2. The protective switch according to claim 1, wherein said operating element is a rocker switch.
3. The protective switch according to claim 1, wherein said operating element has a first latch element and said slider has a second latch element, forming a latch connection for said slider in said turned-on position.
4. The protective switch according to claim 3, wherein said latch elements slide into a latch position through a trip edge when said operating element is operated in a turn-on direction.
5. The protective switch according to claim 1, which further comprises a slider guide in said housing, said contact end of said slider being guided in said slider guide.
6. The protective switch according to claim 1, wherein said slider is rotatable in said housing around said longitudinal direction of said slider from a starting position, for unlatching said latched slider.
7. The protective switch according to claim 6, which further comprises a spring tongue returning said rotated slider to said starting position.
8. The protective switch according to claim 7, wherein said spring tongue is formed in one piece with said operating element.
9. The protective switch according to claim 1, which further comprises another contact spring, said contact springs being disposed above one another in said longitudinal direction of said slider, and said contact end of said slider having two contact arms disposed in different planes in said longitudinal direction of said slider, each of said contact arms bearing against a respective one of said contact springs.
10. The protective switch according to claim 1, wherein said bimetallic element has first and second bimetallic element limbs extended at a distance from each other and a bimetallic element end at which said bimetallic element limbs merge.
11. The protective switch according to claim 1, wherein said bimetallic element is bent in a U shape to form a first, comparatively short bimetallic strip and a second, comparatively long bimetallic strip.
12. The protective switch according to claim 11, wherein said second, long bimetallic strip is electrically conductively connected to said first contact connection.
13. The protective switch according to claim 10, wherein said first bimetallic element limb is electrically conductively connected to said first contact connection, and said second bimetallic element limb is electrically conductively connected to said contact spring.
14. The protective switch according to claim 13, which further comprises an intermediate piece connecting said second bimetallic element limb to said contact spring.
15. The protective switch according to claim 1, which further comprises an unlatching element formed in one piece with said slider and extended along said first longitudinal section of said bimetallic element.
16. The protective switch according to claim 1, which further comprises an aligning element disposed in said housing and having a bending location for aligning said bimetallic element.
17. The protective switch according to claim 11, which further comprises an aligning element disposed in said housing and having a bending location for aligning said bimetallic element, said first, short bimetallic strip bearing against said aligning element.
18. The protective switch according to claim 1, which further comprises a slider guide having a slider stop for guiding said slider in said housing.
19. The protective switch according to claim 1, which further comprises a restoring spring having a restoring force, said operating element being pivotable between a turned-on position and a turned-off position and latching counter to said restoring force of said restoring spring in a turn-on direction.
20. The protective switch according to claim 1, wherein said housing has a housing base and a housing cap to be fitted onto said housing base, said housing cap having a leadthrough opening for said operating element and at least one latch arm integrally formed on said housing cap in vicinity of said leadthrough opening for mounting said housing in an installation opening.
Description
CROSS-REFERENCE TO RELATED APPLICATIONS

This is a continuing application, under 35 U.S.C. 120, of copending International Application No. PCT/EP2006/000933, filed Feb. 3, 2006, which designated the United States; this application also claims the priority, under 35 U.S.C. 119, of German Patent Applications DE 20 2005 004 002.9, filed Mar. 12, 2005, and DE 20 2005 004 409.1, filed Mar. 18, 2005; the prior applications are herewith incorporated by reference in their entirety.

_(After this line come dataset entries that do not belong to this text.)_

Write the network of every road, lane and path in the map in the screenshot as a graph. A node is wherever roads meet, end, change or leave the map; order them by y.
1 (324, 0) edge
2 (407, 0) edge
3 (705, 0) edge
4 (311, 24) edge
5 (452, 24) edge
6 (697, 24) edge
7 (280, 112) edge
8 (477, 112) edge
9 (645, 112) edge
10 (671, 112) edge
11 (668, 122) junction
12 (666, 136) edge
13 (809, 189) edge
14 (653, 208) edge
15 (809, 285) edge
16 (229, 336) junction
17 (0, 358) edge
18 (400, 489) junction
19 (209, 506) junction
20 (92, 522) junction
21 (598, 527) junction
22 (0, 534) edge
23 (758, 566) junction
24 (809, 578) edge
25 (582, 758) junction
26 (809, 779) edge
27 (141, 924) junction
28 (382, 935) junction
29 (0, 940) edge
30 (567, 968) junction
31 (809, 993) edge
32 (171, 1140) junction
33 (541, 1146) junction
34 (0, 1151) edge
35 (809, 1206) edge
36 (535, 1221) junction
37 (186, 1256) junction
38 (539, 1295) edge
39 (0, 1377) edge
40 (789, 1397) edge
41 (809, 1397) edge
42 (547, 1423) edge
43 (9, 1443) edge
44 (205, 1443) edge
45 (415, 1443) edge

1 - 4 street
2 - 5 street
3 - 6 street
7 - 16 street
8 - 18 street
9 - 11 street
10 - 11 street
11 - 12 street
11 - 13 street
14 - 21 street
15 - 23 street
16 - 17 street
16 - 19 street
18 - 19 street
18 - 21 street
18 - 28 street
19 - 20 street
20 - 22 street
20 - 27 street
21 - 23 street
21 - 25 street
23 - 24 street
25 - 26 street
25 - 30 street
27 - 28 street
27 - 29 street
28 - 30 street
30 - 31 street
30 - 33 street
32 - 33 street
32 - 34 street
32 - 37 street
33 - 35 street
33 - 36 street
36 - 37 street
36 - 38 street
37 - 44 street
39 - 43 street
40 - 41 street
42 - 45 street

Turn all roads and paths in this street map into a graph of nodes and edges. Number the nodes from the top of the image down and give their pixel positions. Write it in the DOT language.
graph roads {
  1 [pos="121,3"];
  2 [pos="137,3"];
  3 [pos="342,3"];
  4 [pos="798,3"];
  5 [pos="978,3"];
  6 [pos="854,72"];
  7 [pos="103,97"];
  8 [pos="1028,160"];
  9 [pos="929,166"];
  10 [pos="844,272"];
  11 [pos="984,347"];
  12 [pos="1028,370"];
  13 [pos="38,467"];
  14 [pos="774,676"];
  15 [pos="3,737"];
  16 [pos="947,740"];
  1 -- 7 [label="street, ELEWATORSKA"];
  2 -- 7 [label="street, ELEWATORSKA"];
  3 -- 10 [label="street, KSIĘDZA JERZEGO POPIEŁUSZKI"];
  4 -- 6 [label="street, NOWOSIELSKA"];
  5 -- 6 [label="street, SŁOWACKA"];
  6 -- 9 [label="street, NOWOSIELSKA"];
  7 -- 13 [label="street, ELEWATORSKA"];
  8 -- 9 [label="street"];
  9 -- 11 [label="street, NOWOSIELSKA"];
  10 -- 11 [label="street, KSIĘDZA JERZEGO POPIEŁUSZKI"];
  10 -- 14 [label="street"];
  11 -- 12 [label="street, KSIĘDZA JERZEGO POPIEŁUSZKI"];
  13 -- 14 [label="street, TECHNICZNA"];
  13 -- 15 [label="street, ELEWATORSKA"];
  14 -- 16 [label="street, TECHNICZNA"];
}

BACKGROUND OF THE INVENTION Field of the Invention

The invention relates to a protective switch for protecting a circuit, including an operating element, contact connections projecting from a housing, and a contact spring electrically conductively connected to a first contact connection and having a free end covering a second contact connection in such a way that contact can be made.

Such a protective switch is known, for example, from German Utility Model DE 94 22 029 U1, corresponding to U.S. Pat. No. 5,451,729. A switch latch provided therein includes a trip lever which is coupled as an operating element to a rocker switch through a latching lever, for the purpose of manually switching on and off and for the purpose of independent tripping in an overcurrent situation. A heated bimetallic element acts on the trip lever in an overcurrent situation. A resultant motion of the trip lever causes the switch latch to be unlatched, with the consequence that the latching lever coupled to the trip lever breaks the contact.

SUMMARY OF THE INVENTION

It is accordingly an object of the invention to provide a protective switch for protecting a circuit, which overcomes the hereinafore-mentioned disadvantages of the heretofore-known devices of this general type and which has a particularly simple structure.

With the foregoing and other objects in view there is provided, in accordance with the invention, a protective switch for protecting a circuit. The protective switch comprises a housing, at least first and second contact connections projecting from the housing, an operating element, and a contact spring electrically conductively connected to the first contact connection and having a free end covering the second contact connection for making contact. The contact spring has a restoring force. A slider is guided for sliding in the housing. The slider has a contact end bearing against and acting upon the contact spring counter to the restoring force in a contact position. The slider has a longitudinal direction and is latched by the operating element in a turned-on position. A bimetallic element is disposed in the housing and extended transversely relative to the longitudinal direction of the slider. The bimetallic element is electrically connected between the first contact connection and through the contact spring to the second contact connection. The bimetallic element is coupled to the slider for thermal tripping and has first and second longitudinal sections. The first longitudinal section at least partly covers and unlatches the slider as a result of an overcurrent to break contact.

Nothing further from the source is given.